Her hands swept upward. "Well, there you go. So just hold your head high, and get on with your life."
I headed for the door.
"But if you ever need someone to talk to..."
"Thanks," I said, then scrambled out of there to find Adrienne.
I had to find Adrienne.
26
Plenty of Mouth to Go Around
I WENT DIRECTLY TO THE NEWSPAPER PRODUCTION CLASSROOM, but Adrienne wasn't there. I checked the choir room (it was locked); then I full-on ran back toward Ms. Pickney's room. I never run through the halls. It's so un cool. But I had to find Adrienne!
In my hurry, I plowed right into Brody, who was emerging from a room in the science wing.
"Have you seen your sister?" I panted as I untangled myself from him.
He shook his head. "Choir? Newspaper? Quad?"
"No, no, and I don't think so...but I'll check!" I waved and called, "Thanks, Bro!" and hurried toward the quad.
It didn't make sense that she'd be there, because she had so much else going on, but when I rounded the corner and looked at "our" place, there she was.
"Finally!" she said when I approached. "Where have you been?"
"Looking all over for you!"
"What happened with Justin and the trash can? It can't possibly be as bad as people are making it sound!"
"Oh my God, this school," I cried. I zeroed in on her. "How about rabbits? Are they also talking about rabbits?"
"What? No! What happened?"
"I went off on Justin for spreading rumors, and he grabbed me and kissed me. Right by the Snack Shack! But he missed, and then he wouldn't let go! So I jerked away from him and wound up falling and knocking over a trash can."
She gasped. "Oh, how embarrassing!" Then she squinted at me and said, "He missed? How could he miss? He's got plenty of mouth to go around!"
"You can say that again! Him and Travis and Blaine all do!"
&nb
sp; "Wait...you kissed them, too?"
"No! I meant that Travis and Blaine have been mouthing off about last night, too!"
"But..." She squinted harder and shook her head. "Where do rabbits come in?"
I put a hand to my forehead. "Last night Justin was late, he startled me, and when he asked why I was so jumpy, out of my brilliant mouth came 'Maybe I'm a rabbit?'"

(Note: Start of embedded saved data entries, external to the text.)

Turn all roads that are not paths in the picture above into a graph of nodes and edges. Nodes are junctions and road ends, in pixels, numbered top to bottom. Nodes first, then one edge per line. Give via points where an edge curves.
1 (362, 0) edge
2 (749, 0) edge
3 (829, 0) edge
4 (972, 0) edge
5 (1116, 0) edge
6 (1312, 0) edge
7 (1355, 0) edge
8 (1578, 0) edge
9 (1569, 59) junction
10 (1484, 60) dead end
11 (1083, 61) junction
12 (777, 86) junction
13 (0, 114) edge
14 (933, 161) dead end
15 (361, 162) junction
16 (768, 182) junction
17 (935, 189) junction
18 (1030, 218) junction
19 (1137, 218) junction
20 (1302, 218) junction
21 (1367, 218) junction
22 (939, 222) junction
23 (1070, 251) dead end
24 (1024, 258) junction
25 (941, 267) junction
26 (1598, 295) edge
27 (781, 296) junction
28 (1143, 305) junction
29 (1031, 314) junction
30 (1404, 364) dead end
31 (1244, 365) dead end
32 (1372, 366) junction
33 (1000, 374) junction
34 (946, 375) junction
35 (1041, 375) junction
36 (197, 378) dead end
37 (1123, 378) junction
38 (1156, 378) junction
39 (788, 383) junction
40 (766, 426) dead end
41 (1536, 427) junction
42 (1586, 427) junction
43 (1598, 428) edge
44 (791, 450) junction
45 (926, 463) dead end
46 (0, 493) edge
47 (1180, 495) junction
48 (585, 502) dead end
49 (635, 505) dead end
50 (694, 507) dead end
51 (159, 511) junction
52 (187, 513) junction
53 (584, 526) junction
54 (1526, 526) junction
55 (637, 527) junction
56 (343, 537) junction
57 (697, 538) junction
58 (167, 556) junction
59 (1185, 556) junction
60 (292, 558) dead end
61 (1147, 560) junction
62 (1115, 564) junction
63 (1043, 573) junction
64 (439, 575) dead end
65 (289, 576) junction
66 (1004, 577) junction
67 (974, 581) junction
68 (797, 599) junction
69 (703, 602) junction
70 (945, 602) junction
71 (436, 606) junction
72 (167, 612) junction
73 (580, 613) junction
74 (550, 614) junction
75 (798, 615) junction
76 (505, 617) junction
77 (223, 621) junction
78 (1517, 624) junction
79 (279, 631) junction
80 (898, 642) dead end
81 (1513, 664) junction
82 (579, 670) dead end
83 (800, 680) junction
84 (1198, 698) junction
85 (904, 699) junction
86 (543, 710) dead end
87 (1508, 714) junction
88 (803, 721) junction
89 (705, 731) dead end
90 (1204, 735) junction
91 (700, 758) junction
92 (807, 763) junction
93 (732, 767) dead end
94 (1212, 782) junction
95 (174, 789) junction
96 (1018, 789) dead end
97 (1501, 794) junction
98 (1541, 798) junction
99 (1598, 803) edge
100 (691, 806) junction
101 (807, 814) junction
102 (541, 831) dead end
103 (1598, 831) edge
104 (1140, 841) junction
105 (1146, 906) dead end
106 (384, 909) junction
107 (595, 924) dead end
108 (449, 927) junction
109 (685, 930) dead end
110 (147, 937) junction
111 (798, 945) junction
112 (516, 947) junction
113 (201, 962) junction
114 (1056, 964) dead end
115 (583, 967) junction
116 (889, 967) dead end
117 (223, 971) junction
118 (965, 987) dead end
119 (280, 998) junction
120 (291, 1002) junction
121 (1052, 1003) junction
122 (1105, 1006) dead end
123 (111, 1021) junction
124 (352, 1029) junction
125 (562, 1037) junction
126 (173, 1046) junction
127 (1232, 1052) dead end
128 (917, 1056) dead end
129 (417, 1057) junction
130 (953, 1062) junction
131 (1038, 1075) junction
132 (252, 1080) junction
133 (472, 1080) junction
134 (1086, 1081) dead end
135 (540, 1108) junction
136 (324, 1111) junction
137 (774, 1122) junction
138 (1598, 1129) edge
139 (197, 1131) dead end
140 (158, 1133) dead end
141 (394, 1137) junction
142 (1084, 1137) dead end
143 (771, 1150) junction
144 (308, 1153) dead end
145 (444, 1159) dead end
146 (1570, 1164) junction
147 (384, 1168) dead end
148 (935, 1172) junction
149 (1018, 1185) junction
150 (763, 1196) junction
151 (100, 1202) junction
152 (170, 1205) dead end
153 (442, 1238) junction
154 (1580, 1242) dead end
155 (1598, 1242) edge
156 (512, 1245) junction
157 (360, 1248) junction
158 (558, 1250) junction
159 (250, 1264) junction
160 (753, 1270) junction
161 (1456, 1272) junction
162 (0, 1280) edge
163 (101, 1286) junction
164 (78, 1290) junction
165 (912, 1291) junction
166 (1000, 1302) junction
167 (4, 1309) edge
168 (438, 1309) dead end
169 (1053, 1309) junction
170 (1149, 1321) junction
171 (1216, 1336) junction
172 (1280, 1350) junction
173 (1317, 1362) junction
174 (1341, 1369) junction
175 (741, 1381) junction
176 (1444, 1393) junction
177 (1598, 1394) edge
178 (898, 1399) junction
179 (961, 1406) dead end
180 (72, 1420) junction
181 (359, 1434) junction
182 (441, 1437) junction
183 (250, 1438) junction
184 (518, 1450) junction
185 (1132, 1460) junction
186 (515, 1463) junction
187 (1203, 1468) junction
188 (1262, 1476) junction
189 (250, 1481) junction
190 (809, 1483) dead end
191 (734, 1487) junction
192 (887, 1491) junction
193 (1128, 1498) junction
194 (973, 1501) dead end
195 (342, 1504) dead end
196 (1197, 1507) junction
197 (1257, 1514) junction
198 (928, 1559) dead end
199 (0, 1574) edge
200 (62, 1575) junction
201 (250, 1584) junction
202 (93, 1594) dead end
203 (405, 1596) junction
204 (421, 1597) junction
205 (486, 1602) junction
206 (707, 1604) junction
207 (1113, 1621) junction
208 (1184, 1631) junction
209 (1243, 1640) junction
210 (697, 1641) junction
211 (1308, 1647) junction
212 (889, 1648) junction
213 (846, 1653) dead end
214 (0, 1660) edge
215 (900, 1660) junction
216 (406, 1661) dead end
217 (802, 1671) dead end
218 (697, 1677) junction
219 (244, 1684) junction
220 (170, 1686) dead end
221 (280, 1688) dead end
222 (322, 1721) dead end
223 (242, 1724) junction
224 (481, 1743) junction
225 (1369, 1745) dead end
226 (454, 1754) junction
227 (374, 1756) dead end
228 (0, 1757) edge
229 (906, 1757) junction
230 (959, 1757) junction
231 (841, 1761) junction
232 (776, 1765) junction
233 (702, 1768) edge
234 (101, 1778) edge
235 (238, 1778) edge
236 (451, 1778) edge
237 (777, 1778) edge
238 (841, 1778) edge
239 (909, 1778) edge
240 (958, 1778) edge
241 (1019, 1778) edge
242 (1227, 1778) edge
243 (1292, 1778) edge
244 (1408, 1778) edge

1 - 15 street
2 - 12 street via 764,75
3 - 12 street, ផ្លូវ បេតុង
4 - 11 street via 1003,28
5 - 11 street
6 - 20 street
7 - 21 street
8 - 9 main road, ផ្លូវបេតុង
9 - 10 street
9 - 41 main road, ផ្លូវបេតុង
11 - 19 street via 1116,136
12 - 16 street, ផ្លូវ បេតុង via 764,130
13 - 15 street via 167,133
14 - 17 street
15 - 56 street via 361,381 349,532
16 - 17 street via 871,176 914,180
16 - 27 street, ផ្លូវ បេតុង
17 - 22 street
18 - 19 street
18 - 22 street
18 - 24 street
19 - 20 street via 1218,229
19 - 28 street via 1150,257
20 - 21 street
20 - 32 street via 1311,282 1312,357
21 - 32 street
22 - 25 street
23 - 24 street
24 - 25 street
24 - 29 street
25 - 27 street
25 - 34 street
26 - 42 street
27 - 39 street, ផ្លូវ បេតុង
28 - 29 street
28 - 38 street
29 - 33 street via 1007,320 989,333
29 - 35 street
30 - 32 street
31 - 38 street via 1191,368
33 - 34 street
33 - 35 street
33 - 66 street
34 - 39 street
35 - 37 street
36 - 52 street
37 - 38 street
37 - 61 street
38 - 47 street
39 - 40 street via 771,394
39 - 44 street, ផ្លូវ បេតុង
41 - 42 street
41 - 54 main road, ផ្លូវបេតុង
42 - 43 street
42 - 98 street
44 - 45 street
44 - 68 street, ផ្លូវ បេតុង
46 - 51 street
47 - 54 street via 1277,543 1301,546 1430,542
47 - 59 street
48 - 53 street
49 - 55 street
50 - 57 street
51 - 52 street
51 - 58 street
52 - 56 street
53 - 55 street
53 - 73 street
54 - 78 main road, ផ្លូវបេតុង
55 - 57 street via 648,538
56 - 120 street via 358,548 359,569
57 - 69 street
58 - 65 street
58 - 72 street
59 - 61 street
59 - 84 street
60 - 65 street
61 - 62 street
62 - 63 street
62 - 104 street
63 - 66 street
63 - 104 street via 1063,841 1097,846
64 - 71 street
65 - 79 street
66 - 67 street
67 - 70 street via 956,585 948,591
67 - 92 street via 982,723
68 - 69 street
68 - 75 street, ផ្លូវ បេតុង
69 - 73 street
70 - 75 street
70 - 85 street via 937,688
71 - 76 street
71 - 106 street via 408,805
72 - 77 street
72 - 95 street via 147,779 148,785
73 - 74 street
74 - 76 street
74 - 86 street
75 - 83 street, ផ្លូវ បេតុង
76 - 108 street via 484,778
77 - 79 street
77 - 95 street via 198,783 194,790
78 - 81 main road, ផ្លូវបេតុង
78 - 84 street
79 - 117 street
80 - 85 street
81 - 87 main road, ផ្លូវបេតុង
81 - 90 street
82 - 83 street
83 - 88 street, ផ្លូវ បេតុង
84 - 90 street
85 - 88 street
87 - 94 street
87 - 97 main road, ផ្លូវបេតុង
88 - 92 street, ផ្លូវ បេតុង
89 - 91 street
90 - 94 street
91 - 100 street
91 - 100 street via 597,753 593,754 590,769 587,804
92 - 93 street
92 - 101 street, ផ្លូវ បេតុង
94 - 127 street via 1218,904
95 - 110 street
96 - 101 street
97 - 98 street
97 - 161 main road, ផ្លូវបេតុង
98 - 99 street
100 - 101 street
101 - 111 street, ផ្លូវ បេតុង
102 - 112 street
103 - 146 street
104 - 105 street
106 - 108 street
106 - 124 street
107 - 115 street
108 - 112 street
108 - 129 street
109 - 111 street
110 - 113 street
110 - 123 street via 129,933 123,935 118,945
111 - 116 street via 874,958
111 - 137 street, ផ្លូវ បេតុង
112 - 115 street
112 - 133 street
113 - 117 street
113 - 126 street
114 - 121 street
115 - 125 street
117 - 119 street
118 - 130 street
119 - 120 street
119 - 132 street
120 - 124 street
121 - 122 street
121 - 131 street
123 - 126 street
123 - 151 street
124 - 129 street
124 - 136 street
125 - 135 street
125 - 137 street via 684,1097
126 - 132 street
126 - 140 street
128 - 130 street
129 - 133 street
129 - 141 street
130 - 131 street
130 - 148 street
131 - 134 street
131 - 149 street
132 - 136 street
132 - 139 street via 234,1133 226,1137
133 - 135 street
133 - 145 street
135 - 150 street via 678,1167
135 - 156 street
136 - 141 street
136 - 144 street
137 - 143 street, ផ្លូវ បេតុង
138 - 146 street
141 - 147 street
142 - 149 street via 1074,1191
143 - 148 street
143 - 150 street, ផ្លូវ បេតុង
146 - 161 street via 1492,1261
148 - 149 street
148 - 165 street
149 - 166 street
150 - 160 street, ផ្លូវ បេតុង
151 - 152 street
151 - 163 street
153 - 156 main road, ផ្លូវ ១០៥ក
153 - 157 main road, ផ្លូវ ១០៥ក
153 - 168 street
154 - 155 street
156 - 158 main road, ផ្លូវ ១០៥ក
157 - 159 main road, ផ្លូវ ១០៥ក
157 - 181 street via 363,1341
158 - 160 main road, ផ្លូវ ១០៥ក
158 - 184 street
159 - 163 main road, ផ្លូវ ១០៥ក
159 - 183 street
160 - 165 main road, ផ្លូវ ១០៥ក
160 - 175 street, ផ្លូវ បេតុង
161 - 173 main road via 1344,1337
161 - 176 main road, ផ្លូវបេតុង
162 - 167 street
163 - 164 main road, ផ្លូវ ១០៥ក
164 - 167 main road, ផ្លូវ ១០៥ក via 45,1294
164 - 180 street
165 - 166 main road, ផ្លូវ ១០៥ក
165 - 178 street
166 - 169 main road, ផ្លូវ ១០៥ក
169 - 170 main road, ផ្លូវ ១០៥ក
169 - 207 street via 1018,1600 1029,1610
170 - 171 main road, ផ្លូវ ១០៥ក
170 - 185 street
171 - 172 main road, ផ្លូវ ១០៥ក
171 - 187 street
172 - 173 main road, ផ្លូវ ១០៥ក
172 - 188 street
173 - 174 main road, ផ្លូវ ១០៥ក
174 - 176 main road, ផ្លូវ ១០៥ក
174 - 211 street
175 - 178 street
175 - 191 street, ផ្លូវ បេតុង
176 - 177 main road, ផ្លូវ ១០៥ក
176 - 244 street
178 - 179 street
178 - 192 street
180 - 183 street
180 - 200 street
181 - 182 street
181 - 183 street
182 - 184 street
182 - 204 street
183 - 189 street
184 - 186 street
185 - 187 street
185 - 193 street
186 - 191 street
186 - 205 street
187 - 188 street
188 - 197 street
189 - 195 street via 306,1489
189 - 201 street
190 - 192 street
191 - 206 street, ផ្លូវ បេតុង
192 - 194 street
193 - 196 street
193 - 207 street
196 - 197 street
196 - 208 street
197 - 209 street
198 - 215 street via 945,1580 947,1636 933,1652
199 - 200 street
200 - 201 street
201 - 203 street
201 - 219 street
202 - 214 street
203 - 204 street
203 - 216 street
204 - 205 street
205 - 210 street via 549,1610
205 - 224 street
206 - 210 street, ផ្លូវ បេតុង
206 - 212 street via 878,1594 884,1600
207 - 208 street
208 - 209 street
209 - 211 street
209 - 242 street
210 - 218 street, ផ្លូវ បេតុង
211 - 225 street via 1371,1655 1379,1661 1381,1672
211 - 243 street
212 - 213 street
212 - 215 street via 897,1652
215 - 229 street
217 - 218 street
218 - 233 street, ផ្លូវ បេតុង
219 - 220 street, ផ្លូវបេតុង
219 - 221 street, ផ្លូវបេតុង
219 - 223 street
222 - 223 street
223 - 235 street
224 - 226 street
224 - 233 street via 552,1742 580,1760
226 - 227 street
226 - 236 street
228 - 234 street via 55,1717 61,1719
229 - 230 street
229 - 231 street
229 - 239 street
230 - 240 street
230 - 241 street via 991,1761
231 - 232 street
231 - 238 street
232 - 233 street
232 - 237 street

Adrienne laughed, then put both hands in front of her face and peeked at me over the tops of her fingertips. "No!"
"Yes! And somehow Stu found out and he's been 'hippity-hopping' when he sees me! Which is why I went off on Justin!"
She shook her head, then grabbed me by the arm and said, "I've got a deadline, and you're coming with me. I don't think it's safe to leave you alone anymore."
So I let her lead me toward Ms. Pickney's room. I already felt a lot better, but mostly I felt grateful that Adrienne Willow was my friend.
27
Surrealistic Pillow
AFTER SCHOOL I HOLED UP AT GROOVE RECORDS. For me, walking through that door is like opening A Crimson Kiss. I enter and escape.
Usually I just meander around the store. I read the backs of ancient LPs, listen to some obscure band Izzy's got pumping into every nook of the store, or relax on a thrasher couch reading tattered back issues of Rolling Stone.
And usually there are at least a couple other people in the store doing the same thing I am, or trying out used guitars in the guitar room, but this time the place seemed deserted. There wasn't even any music playing.
Izzy was near the register, changing the strings of his guitar. "Hey, Bubbles!" he called.
"Hey, Izzy," I called back, then cupped my hand behind my ear and scanned the air. "I can't believe what I'm not hearing!"
He laughed and put down his string-winding tool. "Guess I was preoccupied, sorry! I'll get some music spinnin'."
So I was walking down the corridor between crates of LPs when suddenly it was like someone pushed me from behind.
It wasn't a push.
It wasn't even a person.
It was a voice.
When the truth is found to be lies...and all the joy...within you...dies...don't you want somebody to love? Don't you need somebody to love? Wouldn't you love somebody to love? You better find somebody to love...love.